Introduction
The term ‘Courtfield’ has a dual meaning for those who experienced it. First, there was the House, ‘Courtfield House’, which served as the physical location hotel & catering training from 1947 until 1969 and then again from 1986 until 1998. Secondly, Courtfield was the name associated with all the training that went on there, when ‘Courtfield’ became synonymous with the World Class’ skills training and management education that went on there. In those early days, Courtfield and Westminster College were the two centres of excellence in the UK, competing with the best Hotel Schools in Europe. They provided the industry with the key players in hotel and catering operations and management, throughout the world.
In its heyday, Courtfield was in the vanguard of hotel and catering (as it was referred to then, ‘hospitality’ now) learning. The only other catering college at the time was Westminster and a little later the Universities of Strathclyde and Surrey offered courses in catering management. It was established in the tradition of the greatest hotel schools in the world, those of Lausanne, Luzern, Cornell, The Hague and Geneva, eventually spawning a host of competing schools throughout the UK and Europe. Courtfield’s history is woven with the names of great people, the brainchild of legends William Rees Jones, the first Head of Department, Gloria Swanson, the president of the Hotel & Boarding House Association, Alderman Machin, Billy Read, Johnny Whyte, later Geoff Cowell.

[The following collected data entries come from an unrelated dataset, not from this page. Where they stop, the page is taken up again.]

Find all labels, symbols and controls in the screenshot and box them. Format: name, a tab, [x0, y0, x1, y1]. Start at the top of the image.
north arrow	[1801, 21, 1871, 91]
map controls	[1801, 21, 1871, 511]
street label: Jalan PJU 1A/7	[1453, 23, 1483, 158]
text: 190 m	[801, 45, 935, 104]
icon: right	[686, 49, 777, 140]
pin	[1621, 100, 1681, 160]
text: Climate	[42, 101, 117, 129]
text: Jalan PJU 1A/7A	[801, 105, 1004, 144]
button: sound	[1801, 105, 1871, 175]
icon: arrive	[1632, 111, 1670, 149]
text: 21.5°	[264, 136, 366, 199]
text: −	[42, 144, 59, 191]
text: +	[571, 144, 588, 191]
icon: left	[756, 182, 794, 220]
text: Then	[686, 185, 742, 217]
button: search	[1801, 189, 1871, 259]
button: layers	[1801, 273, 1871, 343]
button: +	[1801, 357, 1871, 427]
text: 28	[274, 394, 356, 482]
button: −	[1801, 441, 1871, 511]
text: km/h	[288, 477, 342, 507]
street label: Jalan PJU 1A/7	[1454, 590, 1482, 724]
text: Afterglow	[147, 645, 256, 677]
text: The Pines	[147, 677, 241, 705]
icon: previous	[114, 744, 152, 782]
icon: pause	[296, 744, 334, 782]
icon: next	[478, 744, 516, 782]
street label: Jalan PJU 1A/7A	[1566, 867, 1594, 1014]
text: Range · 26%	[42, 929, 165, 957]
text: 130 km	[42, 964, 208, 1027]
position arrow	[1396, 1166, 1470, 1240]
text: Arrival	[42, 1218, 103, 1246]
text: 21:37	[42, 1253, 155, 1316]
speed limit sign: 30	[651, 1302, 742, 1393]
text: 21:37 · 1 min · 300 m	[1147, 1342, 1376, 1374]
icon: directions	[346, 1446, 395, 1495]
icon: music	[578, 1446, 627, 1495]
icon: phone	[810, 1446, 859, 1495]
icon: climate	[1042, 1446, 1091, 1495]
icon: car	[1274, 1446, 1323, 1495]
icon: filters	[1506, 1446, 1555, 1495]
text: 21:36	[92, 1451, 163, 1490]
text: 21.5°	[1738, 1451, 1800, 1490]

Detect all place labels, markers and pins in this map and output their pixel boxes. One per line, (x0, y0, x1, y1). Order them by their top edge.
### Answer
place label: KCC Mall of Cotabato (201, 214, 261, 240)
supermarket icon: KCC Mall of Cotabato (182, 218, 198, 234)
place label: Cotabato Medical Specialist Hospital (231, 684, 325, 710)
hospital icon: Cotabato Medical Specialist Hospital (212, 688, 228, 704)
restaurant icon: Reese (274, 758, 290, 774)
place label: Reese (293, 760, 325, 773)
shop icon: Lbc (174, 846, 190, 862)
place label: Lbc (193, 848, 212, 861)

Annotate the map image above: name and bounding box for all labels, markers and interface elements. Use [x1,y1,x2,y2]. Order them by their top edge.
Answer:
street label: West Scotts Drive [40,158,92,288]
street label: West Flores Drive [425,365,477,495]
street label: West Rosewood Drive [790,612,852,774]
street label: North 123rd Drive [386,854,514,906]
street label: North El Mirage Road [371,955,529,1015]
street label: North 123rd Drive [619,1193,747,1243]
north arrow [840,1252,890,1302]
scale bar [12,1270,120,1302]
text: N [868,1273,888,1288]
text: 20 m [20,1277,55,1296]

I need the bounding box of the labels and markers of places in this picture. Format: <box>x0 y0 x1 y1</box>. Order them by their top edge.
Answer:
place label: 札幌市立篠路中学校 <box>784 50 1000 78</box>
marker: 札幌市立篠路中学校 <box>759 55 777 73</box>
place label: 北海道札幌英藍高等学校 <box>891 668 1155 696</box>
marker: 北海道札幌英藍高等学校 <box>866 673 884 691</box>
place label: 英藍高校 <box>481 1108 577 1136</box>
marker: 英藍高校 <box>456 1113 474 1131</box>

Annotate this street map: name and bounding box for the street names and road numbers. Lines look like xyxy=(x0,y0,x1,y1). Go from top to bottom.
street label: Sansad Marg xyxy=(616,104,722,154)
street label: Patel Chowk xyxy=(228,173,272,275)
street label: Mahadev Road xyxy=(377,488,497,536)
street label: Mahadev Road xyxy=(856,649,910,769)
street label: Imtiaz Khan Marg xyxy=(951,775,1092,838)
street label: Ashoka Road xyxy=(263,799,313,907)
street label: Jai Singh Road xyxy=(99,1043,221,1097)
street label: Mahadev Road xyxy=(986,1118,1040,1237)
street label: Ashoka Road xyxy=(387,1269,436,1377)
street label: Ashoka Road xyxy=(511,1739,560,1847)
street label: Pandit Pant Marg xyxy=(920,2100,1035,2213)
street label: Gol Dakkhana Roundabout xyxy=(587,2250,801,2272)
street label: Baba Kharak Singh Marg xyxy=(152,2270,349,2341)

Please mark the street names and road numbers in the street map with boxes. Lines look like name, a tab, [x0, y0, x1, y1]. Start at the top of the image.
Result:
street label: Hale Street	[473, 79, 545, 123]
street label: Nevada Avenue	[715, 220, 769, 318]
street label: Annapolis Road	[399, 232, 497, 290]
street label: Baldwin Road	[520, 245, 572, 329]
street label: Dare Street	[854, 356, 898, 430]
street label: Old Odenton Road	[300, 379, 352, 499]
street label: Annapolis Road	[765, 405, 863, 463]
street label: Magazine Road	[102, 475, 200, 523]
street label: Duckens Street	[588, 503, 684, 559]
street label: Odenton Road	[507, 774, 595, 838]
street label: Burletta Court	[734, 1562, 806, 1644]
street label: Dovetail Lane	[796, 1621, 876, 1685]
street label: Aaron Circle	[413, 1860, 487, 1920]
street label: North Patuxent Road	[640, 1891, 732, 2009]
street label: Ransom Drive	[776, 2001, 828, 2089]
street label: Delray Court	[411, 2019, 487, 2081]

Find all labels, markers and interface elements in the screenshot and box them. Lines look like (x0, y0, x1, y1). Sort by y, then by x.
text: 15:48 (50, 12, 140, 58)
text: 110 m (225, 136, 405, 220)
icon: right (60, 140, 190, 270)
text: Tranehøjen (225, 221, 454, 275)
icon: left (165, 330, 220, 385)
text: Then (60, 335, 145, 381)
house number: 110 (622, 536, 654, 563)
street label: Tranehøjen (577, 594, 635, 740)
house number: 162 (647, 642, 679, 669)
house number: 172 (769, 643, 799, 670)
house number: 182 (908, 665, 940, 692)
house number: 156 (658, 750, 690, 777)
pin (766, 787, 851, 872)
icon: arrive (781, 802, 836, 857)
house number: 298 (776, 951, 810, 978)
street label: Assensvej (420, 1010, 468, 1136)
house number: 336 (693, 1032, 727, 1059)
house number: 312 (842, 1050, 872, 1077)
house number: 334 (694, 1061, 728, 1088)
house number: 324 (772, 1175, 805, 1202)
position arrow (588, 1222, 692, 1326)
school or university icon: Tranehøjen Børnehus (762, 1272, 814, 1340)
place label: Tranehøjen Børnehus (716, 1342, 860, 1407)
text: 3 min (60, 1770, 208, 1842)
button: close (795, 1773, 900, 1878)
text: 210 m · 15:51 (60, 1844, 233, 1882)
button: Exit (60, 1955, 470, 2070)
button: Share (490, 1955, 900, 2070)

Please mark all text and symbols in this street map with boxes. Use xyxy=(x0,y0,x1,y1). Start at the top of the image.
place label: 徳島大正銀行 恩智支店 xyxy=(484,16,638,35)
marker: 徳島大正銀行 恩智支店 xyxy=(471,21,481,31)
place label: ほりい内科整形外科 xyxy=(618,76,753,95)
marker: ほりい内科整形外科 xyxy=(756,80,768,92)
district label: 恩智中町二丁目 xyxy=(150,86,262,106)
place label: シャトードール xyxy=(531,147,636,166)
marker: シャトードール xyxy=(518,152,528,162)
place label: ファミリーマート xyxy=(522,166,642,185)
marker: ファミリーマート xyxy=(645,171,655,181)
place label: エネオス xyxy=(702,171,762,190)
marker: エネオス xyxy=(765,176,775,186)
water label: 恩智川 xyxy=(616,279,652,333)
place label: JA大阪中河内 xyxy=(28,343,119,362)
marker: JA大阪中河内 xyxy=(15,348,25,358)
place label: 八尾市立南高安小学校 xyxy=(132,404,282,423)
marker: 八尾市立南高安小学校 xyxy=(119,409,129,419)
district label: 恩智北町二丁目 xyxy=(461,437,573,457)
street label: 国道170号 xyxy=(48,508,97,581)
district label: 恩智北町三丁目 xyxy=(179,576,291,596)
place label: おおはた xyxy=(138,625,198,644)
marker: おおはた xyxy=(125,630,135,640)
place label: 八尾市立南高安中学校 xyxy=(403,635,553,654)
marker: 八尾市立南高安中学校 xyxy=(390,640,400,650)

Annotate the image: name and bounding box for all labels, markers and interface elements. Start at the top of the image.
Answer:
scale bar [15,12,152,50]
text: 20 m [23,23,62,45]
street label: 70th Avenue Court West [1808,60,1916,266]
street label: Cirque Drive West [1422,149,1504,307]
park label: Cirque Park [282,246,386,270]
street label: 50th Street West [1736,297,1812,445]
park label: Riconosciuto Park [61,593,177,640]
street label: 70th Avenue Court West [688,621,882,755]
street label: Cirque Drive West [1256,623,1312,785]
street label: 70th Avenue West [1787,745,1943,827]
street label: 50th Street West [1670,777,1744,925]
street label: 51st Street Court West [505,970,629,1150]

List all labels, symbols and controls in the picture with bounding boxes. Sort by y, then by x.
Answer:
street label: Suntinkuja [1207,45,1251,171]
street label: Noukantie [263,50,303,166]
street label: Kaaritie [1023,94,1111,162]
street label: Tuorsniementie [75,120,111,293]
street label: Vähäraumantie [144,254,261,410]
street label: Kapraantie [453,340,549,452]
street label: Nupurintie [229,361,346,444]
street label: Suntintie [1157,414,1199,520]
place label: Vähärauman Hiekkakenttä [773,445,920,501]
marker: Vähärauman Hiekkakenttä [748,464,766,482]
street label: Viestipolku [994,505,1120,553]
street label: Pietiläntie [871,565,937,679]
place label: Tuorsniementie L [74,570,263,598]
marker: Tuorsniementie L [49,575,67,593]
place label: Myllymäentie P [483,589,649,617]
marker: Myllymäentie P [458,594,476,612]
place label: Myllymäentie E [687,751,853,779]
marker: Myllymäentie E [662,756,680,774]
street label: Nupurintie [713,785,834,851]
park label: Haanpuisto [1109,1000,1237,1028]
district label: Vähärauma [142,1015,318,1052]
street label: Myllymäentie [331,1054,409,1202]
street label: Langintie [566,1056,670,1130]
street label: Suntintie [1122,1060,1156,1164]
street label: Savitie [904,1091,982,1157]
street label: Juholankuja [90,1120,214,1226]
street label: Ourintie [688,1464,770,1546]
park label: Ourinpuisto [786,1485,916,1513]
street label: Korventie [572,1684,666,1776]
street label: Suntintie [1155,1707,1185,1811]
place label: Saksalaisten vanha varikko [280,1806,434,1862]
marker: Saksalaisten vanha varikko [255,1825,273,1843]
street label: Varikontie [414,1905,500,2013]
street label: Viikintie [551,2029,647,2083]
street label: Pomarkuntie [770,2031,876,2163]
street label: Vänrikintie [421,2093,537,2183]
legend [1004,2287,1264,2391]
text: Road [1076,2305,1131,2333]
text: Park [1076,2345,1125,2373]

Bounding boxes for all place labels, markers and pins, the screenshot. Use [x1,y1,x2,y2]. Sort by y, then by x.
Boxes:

History of Hospitality Education in Blackpool
Although its actual origins are unclear, it’s certain that a School of Confectionery was operating in the 1920’s by local Baker and entrepreneur George Burton. Burtons pioneered bakery manufacturing and technologies. It became one of the UK’s largest biscuit maker, as Burton’s Gold Medal Biscuit Company and eventually becoming Burton’s Foods. George became Chief examiner with City & Guilds and by 1937 was Head of Blackpool Technical College’s School of Bakery.
Discussions commenced between the new College’s Principal and Blackpool Borough Council to establish a college to support the hotel and catering businesses in the local economy. In 1934 Classes were held to assist Blackpool Hotel & Boarding House Association improve its member’s services to its visitors. In 1937 the College held classes at Thames Road School and at Vance Road providing the beginnings of formal hotel and catering courses, together with the formation of an Advisory Committee. 1939 the College Prospectus listed a ‘Hotel & Catering Trades Advisory Committee, indicating a well established and co-ordinated provision for the town’s Hotel & Catering Industry.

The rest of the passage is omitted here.